Tread carefully with cryptocurrency investments

It's easy to see the allure of using your stimulus money to buy cryptocurrency. The growth in bitcoin in particular has been explosive. A single bitcoin cost roughly $6,000 in March 2020. You'd have to pay about 10 times that to get your hands on one today.

But cryptocurrencies are speculative assets, notes Wheeler, ones whose prices are driven purely by investor demand and not by underlying fundamentals such as earnings or cash flows. As a result, he says, "We've seen tremendous swings in the value of this currency. And there's not a whole lot of good data to track the value of that kind of investment like you would a stock or bond."
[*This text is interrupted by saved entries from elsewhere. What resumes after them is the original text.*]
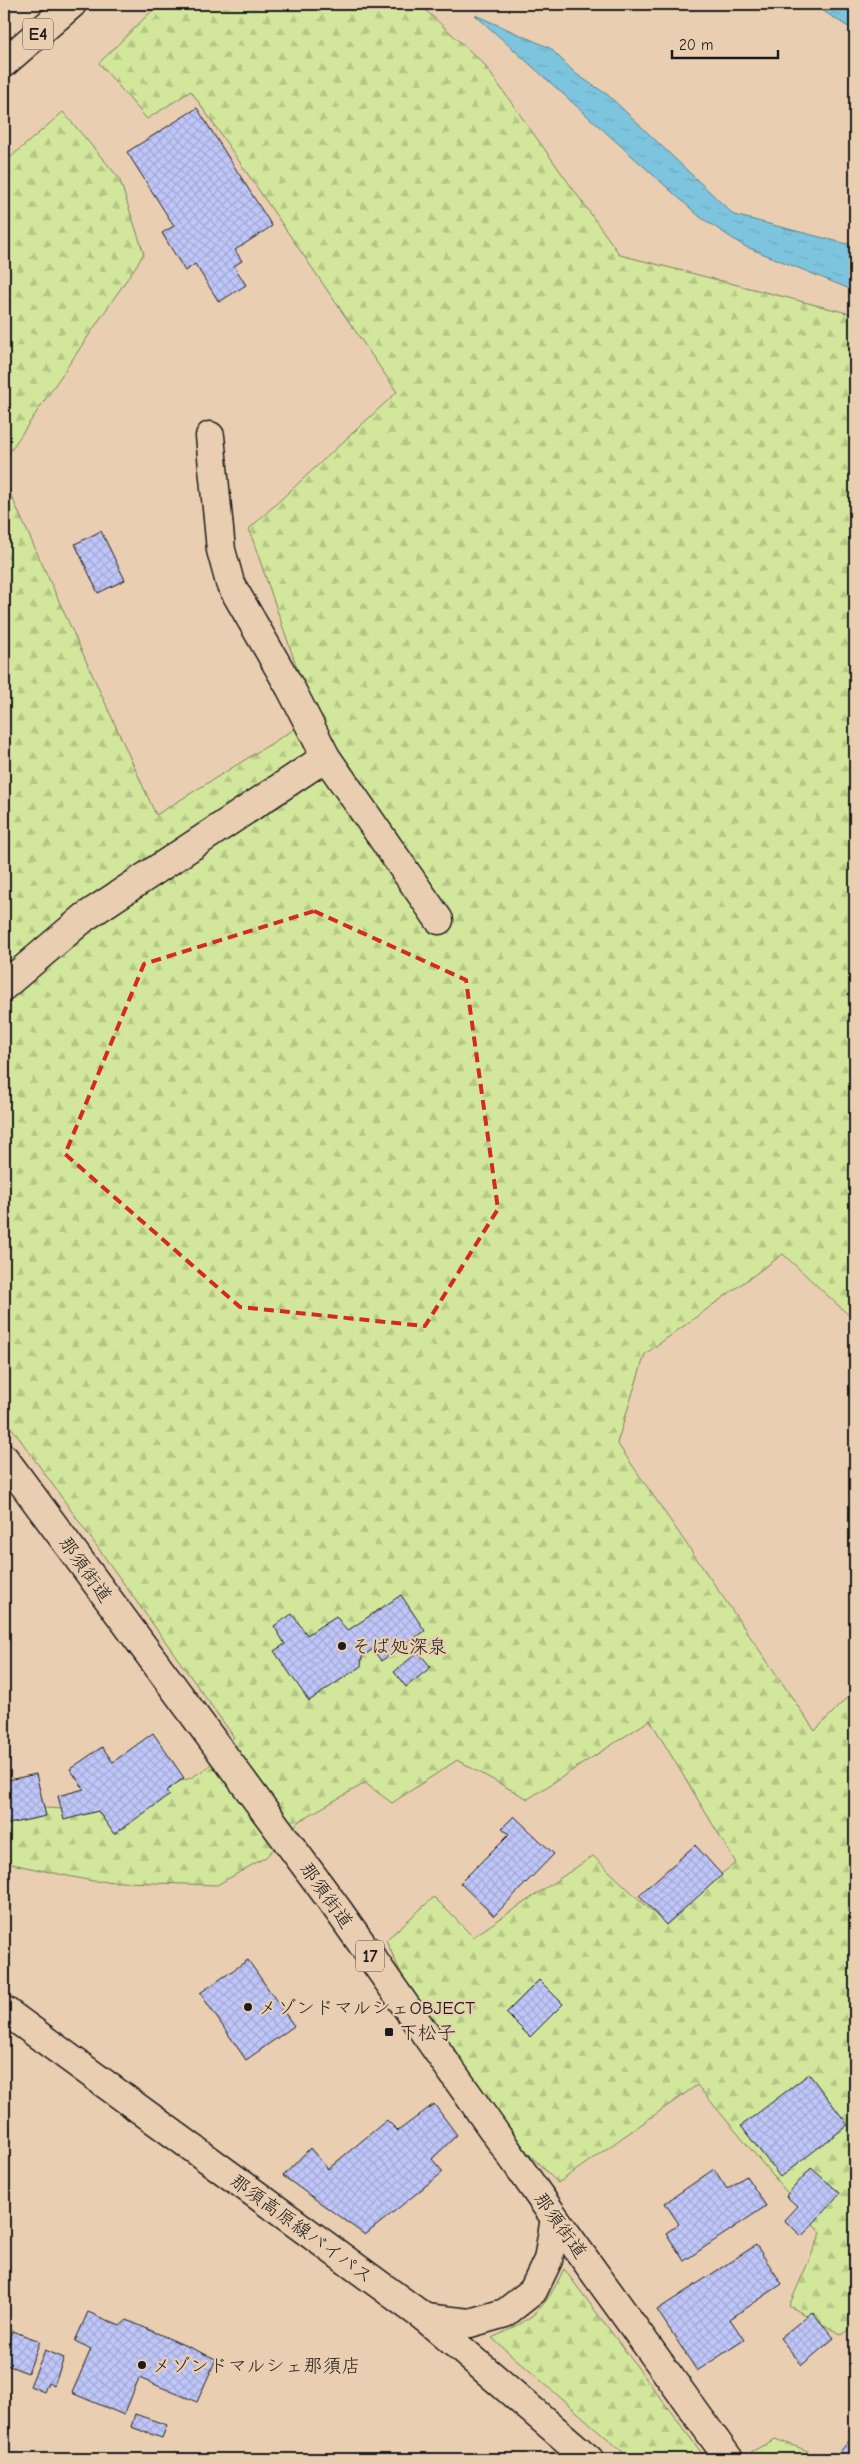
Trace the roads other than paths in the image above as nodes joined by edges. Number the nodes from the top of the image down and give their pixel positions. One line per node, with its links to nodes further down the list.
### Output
1 (72, 4): 2 (main road, E4)
2 (4, 63)
3 (210, 436): 4 (main road)
4 (326, 757): 5 (main road); 6 (main road)
5 (439, 920)
6 (4, 986)
7 (4, 1458): 9 (main road, 那須街道 / 17)
8 (4, 2010): 10 (main road, 那須高原線バイパス)
9 (555, 2218): 10 (main road); 12 (main road, 那須街道 / 17)
10 (425, 2318): 11 (main road, 那須高原線バイパス)
11 (590, 2459)
12 (729, 2459)

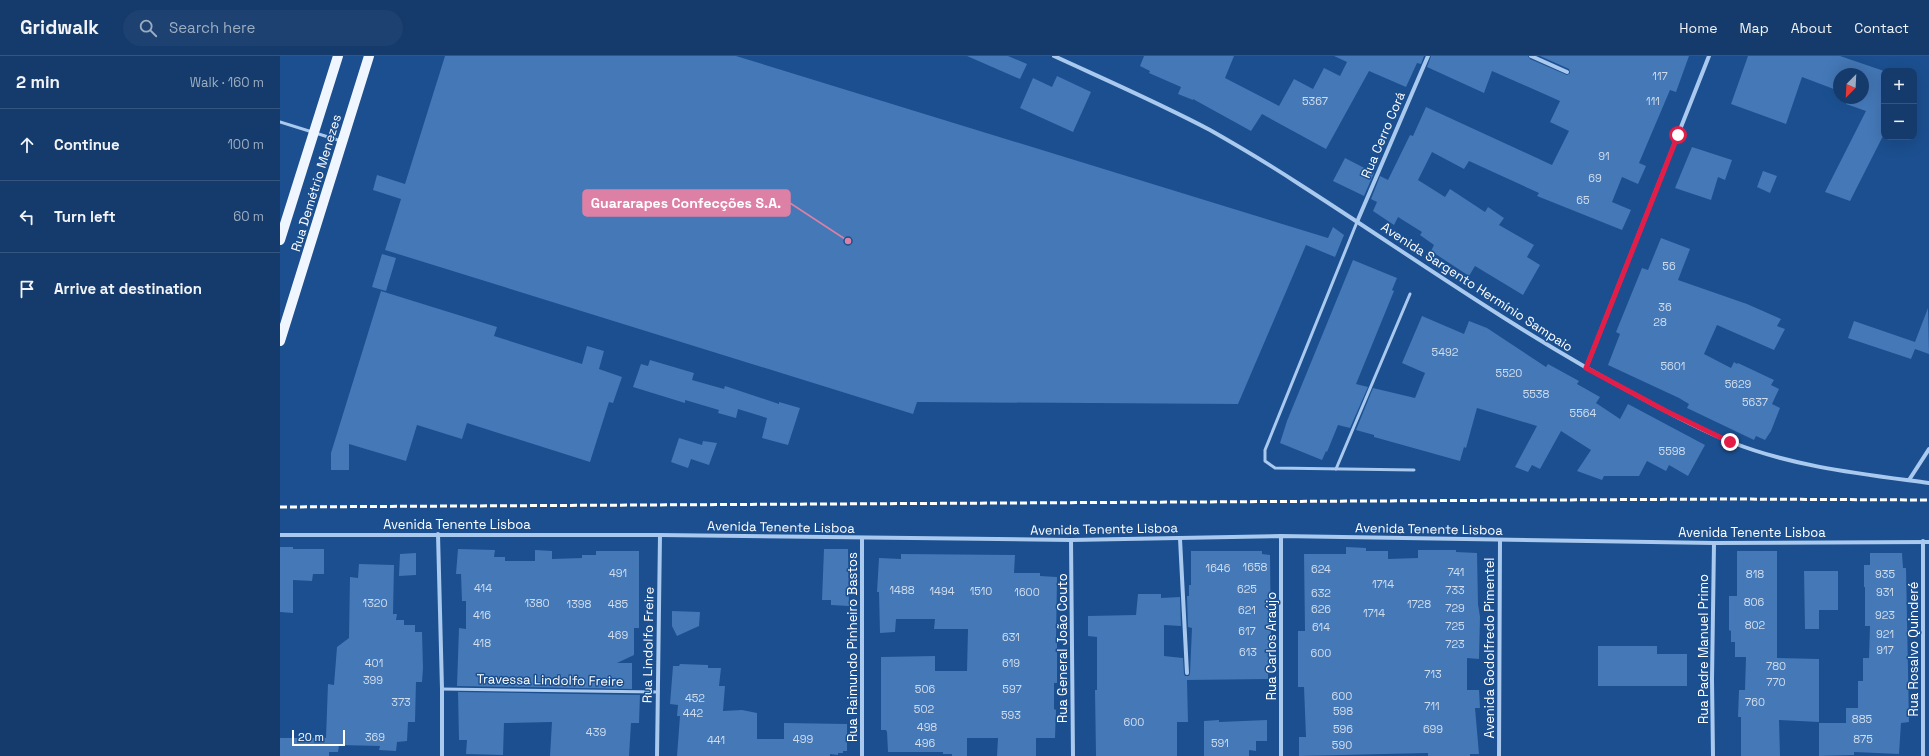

That kind of unpredictability can be dangerous to investors, who could be tempted to sell low if there's a dramatic hit to the value of their portfolio. If you do buy cryptocurrency, be sure that it's not taking a commanding position among your holdings.

"Any crypto investment should be a very small portion of your portfolio," Wheeler says. "If you're putting all your eggs into this basket, you're essentially betting. That's not the way you create wealth down the line."